Now, I grew up in Idaho and people hunt for their food there. If you can’t go hunting for a turkey, there are great options for a free range, organic turkey. There are so many benefits to buying an organic turkey this year. Consumer Reports gave incredible reasons wjhy organic truly is the way to go. The reported, “Here’s one more reason to consider going organic: Turkeys labeled organic are raised without antibiotics, and the overuse of those drugs in raising farm animals is causing big problems in humans. About 80 percent of the antibiotics sold in the U.S. are used in industrially produced livestock. Producers administer the drugs to promote growth and prevent animals from getting sick on crowded factory farms. But the widespread use of antibiotics in farmed animals breeds drug-resistant bacteria that can spread from farms to humans through contaminated food, airborne dust blowing off farms, and water and soil polluted with contaminated feces.”

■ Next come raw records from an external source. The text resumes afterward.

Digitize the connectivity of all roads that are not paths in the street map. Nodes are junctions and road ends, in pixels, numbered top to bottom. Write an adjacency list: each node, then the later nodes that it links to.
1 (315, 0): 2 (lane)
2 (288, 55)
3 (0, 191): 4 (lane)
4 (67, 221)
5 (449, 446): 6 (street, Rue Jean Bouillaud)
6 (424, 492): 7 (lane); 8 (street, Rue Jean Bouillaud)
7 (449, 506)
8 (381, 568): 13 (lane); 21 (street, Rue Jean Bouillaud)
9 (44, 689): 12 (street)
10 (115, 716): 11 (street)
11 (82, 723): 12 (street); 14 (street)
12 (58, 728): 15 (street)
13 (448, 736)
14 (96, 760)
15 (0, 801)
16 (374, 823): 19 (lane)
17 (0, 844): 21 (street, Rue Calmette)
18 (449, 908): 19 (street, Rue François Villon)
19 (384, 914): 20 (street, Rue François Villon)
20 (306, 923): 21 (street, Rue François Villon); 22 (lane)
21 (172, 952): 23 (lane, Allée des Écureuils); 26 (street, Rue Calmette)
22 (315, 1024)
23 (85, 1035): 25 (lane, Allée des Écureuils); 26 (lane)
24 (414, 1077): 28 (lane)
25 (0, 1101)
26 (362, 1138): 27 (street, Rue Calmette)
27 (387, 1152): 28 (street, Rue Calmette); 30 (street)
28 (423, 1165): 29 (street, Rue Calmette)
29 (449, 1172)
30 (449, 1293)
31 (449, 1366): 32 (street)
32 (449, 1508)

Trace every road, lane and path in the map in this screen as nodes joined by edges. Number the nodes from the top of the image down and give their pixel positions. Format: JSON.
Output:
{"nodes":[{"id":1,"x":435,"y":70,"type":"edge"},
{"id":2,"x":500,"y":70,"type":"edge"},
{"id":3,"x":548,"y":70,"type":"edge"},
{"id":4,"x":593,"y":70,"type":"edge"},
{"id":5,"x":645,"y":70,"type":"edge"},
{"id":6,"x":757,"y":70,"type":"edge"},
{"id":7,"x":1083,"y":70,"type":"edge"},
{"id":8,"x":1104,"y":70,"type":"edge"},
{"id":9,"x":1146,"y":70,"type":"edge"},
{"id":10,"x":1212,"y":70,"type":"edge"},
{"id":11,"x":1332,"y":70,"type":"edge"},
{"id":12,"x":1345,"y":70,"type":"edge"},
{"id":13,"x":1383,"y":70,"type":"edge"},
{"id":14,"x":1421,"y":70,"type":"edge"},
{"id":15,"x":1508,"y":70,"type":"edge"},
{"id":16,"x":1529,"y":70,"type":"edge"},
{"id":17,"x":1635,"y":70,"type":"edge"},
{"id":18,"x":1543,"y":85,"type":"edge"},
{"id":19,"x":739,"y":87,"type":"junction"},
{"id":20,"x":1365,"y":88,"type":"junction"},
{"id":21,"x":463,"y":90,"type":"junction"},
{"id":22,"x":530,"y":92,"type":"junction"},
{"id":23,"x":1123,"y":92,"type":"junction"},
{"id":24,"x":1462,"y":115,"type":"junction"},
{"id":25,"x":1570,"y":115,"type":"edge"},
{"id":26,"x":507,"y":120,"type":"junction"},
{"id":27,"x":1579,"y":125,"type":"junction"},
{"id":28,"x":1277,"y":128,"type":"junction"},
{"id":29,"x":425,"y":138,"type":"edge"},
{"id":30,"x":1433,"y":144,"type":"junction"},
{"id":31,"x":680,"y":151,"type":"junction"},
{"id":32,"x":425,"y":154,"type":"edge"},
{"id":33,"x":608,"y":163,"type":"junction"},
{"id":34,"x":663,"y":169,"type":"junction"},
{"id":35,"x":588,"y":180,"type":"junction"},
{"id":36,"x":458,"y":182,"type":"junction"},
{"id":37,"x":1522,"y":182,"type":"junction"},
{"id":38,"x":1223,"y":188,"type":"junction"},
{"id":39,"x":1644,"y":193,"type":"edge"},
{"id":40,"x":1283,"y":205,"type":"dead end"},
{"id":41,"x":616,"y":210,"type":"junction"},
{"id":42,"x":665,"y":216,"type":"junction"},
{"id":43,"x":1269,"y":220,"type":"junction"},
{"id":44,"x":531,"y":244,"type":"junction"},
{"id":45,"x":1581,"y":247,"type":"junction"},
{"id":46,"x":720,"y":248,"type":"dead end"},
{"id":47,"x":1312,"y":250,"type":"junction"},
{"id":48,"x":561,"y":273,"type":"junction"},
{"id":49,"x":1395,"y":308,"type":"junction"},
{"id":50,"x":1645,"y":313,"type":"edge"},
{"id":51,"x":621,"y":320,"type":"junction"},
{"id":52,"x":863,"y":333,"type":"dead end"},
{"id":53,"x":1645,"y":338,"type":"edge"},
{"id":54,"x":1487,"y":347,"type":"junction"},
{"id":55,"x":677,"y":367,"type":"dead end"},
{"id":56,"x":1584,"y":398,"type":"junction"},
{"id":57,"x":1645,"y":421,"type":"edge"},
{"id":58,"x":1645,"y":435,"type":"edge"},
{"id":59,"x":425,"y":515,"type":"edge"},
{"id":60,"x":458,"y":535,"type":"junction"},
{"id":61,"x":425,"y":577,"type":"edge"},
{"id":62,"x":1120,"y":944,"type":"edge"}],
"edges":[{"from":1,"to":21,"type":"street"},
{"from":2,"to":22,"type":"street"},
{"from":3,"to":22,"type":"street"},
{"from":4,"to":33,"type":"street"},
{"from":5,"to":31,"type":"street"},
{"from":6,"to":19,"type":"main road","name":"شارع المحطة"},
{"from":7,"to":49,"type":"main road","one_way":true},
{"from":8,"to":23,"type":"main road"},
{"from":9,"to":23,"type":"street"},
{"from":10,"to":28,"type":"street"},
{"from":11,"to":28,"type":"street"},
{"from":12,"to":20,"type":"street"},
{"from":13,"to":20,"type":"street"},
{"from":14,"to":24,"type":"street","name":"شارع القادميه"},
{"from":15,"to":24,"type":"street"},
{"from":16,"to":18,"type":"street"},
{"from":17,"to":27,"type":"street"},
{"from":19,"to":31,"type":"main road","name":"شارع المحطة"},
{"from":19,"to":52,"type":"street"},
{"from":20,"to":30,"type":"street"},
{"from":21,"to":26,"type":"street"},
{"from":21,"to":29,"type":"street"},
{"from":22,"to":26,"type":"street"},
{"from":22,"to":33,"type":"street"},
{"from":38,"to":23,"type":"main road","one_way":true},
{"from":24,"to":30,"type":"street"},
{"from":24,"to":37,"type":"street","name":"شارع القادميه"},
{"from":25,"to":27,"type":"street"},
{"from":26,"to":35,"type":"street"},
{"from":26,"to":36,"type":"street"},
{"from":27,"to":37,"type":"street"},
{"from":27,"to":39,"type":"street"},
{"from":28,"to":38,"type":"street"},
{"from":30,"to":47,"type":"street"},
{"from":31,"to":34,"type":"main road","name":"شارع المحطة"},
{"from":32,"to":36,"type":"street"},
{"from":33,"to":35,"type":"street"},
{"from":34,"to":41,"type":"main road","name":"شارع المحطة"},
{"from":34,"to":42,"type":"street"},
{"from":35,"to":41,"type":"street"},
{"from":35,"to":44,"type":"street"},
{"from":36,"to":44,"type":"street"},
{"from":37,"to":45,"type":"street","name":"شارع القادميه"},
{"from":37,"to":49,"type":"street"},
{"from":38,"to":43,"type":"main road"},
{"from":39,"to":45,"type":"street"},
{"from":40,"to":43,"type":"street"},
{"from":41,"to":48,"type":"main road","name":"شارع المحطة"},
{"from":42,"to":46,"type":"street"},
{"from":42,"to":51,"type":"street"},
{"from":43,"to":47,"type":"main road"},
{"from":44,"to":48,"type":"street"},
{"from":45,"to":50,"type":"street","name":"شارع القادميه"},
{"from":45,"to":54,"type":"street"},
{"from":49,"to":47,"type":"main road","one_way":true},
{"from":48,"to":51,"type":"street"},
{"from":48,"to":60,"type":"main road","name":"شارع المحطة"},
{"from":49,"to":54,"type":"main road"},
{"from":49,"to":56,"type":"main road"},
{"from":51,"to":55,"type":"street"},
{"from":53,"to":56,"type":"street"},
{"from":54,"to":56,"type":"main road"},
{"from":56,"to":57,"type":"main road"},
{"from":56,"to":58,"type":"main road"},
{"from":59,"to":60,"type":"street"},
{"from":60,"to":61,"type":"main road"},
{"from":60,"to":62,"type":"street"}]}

If you are having a hard time understanding what the labels mean on the turkeys at the store, here is a very through outline of what to look for in your turkey. The Grand Island Independent did an amazing job saying” Free-range: This is a legal definition that requires that the birds be raised having access to the outdoors. There’s a bit of wiggle room. They don’t necessarily need to have access to pasture or grass, just the outdoors, which can mean dirt or gravel.
Fresh: Legally, it means that a turkey has not been chilled below 26 degrees. Practically speaking, though, a 26-degree turkey is still about as soft as a bowling ball.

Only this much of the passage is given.